The research should be conducted in two phases. The first will identify innovative approaches for community education and dialogue that have been implemented effectively in other arenas that could be used by DOTs, metropolitan planning organizations (MPOs), cities, and counties. Second, techniques for effective engagement of diverse communities (e.g., religious groups, non- English speaking groups, the elderly, the disabled, and low-income and minority groups) should be identified and presented in case studies to ensure successful dialogue. Phase II should explore institutional barriers to implementation of these successful approaches and recommend methods for removing them.
Urgency and Payoff
Transportation has been identified as one of the issues of greatest citizen concern in surveys of communities across the country, yet there is a broad divergence in opinion concerning the causes of, and solutions for, transportation problems.

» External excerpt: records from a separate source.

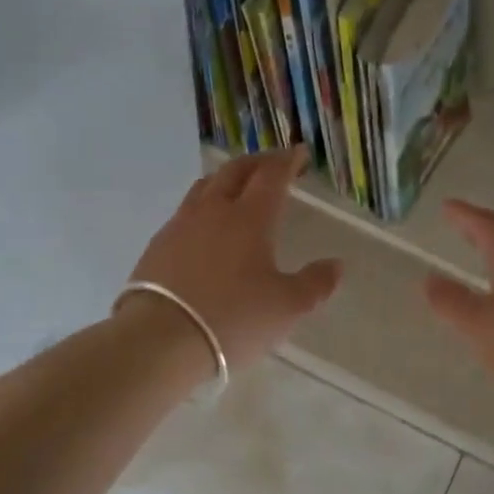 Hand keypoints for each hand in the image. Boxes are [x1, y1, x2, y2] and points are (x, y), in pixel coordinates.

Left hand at [122, 148, 341, 373]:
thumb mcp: (286, 308)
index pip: (272, 176)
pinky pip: (185, 211)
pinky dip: (203, 205)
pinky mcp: (158, 245)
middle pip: (235, 171)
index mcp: (250, 218)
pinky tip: (205, 225)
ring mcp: (180, 225)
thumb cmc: (233, 319)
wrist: (160, 339)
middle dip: (258, 162)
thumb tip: (336, 265)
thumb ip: (315, 284)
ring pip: (205, 186)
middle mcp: (214, 211)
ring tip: (237, 185)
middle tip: (273, 163)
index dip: (288, 161)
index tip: (301, 154)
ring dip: (226, 178) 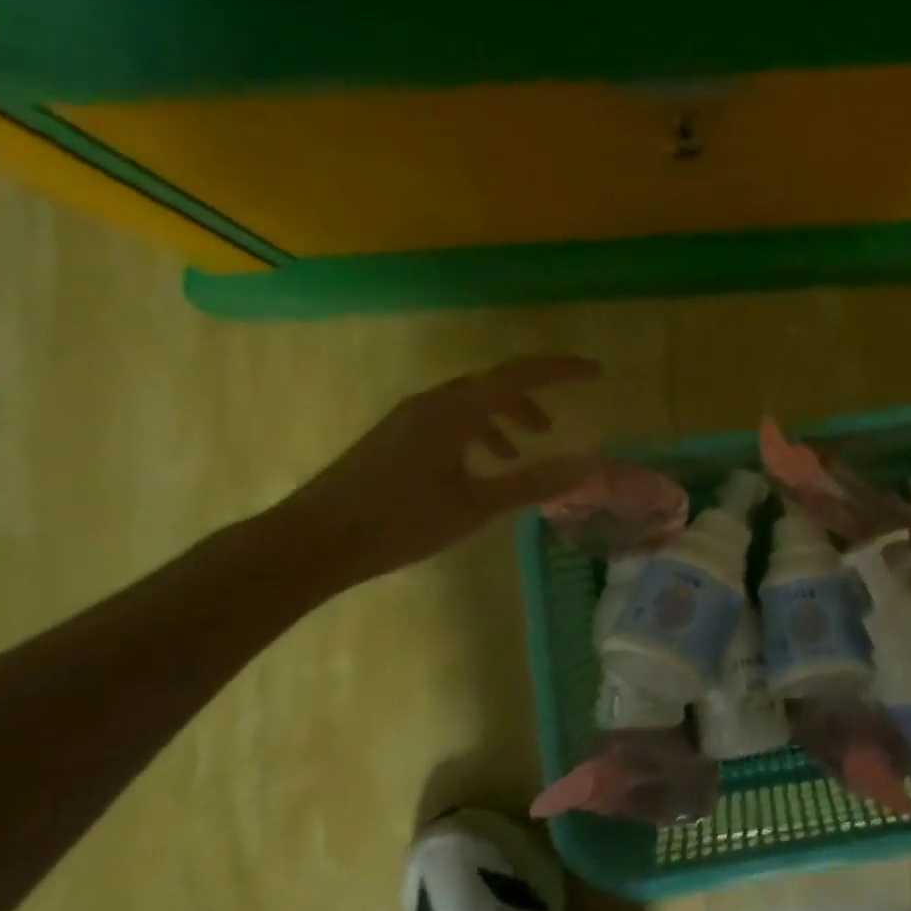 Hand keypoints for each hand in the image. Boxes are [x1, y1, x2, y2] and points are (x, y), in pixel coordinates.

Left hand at [275, 356, 602, 585]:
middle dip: (532, 398)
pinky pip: (450, 419)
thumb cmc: (400, 520)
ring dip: (503, 417)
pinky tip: (480, 467)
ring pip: (470, 403)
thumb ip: (533, 482)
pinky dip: (477, 432)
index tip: (597, 373)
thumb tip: (586, 465)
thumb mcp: (476, 506)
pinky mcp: (396, 436)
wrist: (314, 540)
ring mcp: (410, 418)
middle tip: (557, 426)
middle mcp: (433, 402)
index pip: (520, 375)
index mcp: (455, 410)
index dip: (561, 370)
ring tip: (523, 450)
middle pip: (494, 384) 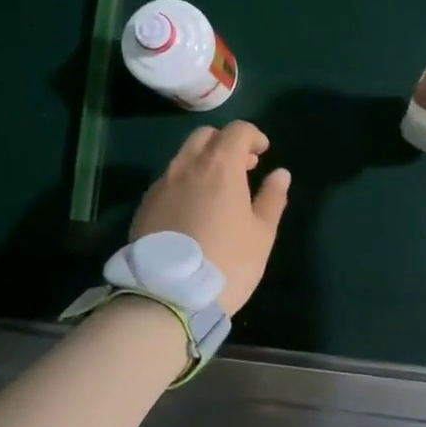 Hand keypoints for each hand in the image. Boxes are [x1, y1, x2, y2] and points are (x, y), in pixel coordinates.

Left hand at [130, 122, 290, 313]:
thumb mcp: (261, 234)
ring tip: (218, 192)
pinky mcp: (145, 205)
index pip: (237, 130)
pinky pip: (169, 180)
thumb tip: (280, 173)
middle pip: (205, 136)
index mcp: (219, 166)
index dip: (253, 136)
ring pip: (184, 157)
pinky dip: (185, 182)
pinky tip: (193, 210)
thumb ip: (272, 198)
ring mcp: (161, 184)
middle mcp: (187, 166)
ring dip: (204, 162)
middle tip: (242, 168)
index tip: (262, 154)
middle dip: (226, 143)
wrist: (167, 296)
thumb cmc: (227, 263) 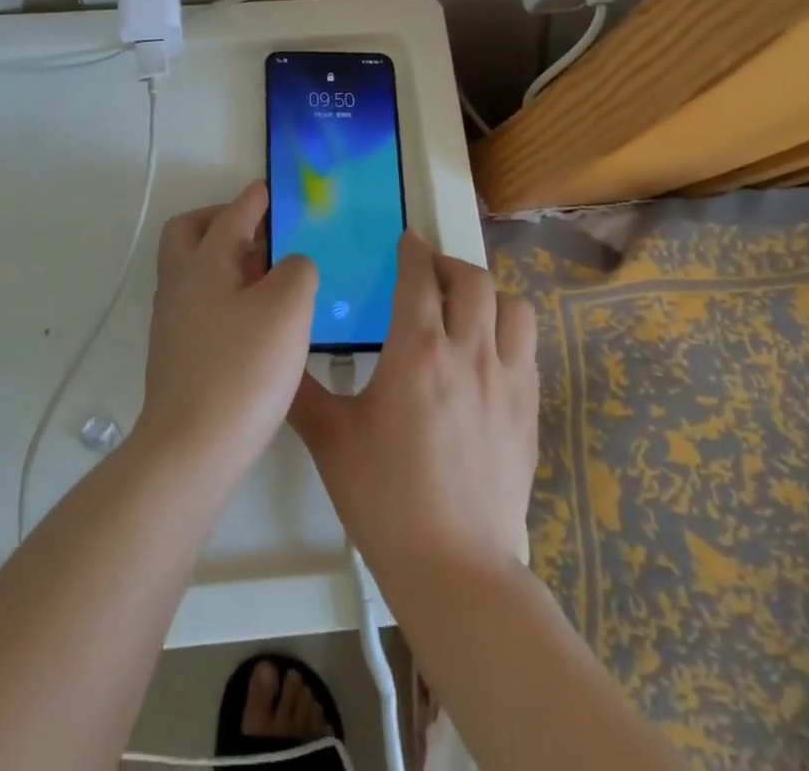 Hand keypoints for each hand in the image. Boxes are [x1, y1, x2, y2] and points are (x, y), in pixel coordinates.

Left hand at [140, 182, 318, 472]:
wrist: (192, 449)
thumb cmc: (242, 369)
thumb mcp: (287, 308)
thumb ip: (297, 270)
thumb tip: (291, 265)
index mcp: (202, 263)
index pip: (230, 216)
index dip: (254, 199)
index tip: (270, 189)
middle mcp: (179, 284)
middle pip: (188, 233)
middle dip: (220, 221)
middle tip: (258, 230)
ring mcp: (173, 321)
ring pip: (194, 270)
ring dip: (225, 259)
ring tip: (268, 273)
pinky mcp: (177, 353)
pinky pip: (201, 302)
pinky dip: (225, 293)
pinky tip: (256, 318)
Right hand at [289, 234, 537, 594]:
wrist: (455, 568)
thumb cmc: (385, 498)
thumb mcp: (330, 439)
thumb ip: (301, 390)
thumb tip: (279, 356)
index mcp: (417, 351)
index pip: (419, 277)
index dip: (413, 250)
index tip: (406, 240)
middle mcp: (468, 352)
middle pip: (472, 279)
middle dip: (447, 264)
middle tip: (427, 274)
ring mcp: (507, 380)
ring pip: (512, 306)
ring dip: (487, 294)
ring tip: (463, 308)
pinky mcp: (529, 409)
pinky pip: (527, 347)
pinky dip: (507, 331)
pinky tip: (486, 353) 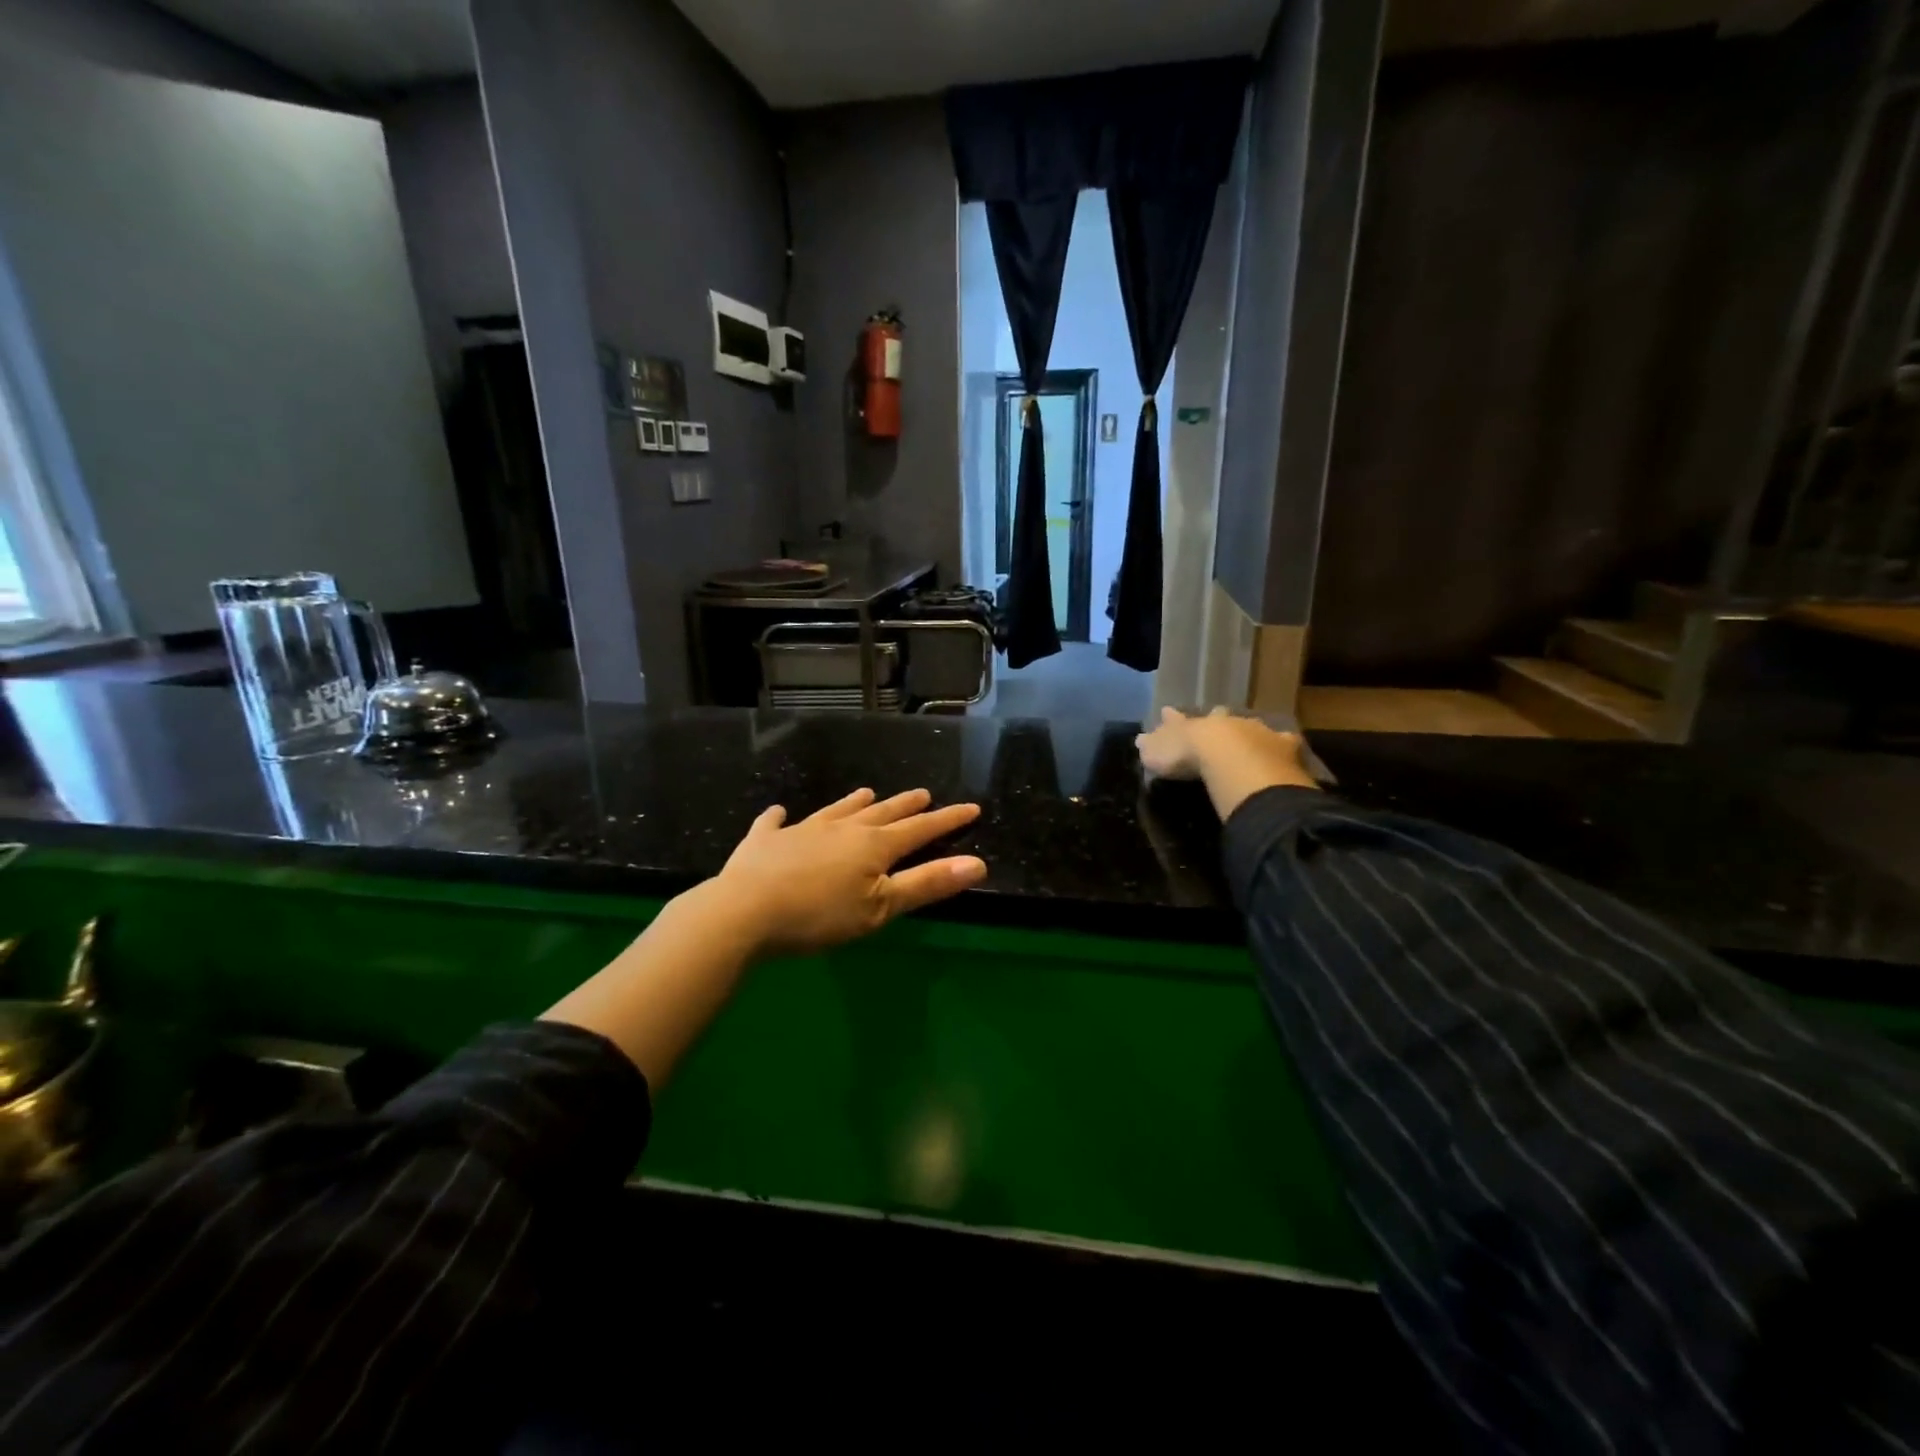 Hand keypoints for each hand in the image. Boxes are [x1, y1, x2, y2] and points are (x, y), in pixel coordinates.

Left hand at [715, 787, 986, 955]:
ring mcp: (801, 831)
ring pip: (836, 810)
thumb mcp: (881, 907)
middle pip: (882, 814)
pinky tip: (779, 812)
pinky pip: (774, 823)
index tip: (970, 807)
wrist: (745, 910)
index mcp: (873, 846)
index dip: (947, 820)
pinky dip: (778, 818)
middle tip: (923, 793)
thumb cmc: (820, 915)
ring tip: (868, 792)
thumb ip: (928, 884)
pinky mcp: (764, 841)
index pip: (920, 829)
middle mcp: (842, 829)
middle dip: (906, 805)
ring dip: (854, 803)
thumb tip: (978, 864)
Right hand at [1136, 708, 1316, 818]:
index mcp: (1192, 725)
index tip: (1167, 712)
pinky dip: (1282, 744)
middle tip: (1215, 717)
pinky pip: (1282, 741)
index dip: (1172, 718)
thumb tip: (1139, 739)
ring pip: (1249, 726)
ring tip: (1251, 736)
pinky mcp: (1280, 744)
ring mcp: (1253, 730)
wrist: (1228, 757)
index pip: (1178, 719)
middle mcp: (1222, 721)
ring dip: (1248, 731)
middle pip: (1217, 716)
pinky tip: (1286, 746)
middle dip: (1215, 718)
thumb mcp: (1157, 753)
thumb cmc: (1187, 756)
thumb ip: (1150, 746)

On the whole, issues are addressed on a project-by- project basis rather than in a holistic community context. The issues are complex and cannot be understood through typical sound-bite information. More in-depth citizen education on transportation issues, including understanding of decision-making processes, is needed to facilitate a dialogue with communities, thereby leading to more consensus-based decision making. Citizens often adopt the view that “everything has already been decided,” because they don’t know who decides what and when. This education is challenging, and is often not performed or is done inadequately. This education process is complicated by the increasing cultural diversity within communities. The lack of cultural sensitivity by transportation professionals leads to a feeling of community disempowerment and a “disconnect” between community values and transportation decisions. Because of demographic changes, we need better information on how to interact with these populations and other underrepresented groups in transportation decision making.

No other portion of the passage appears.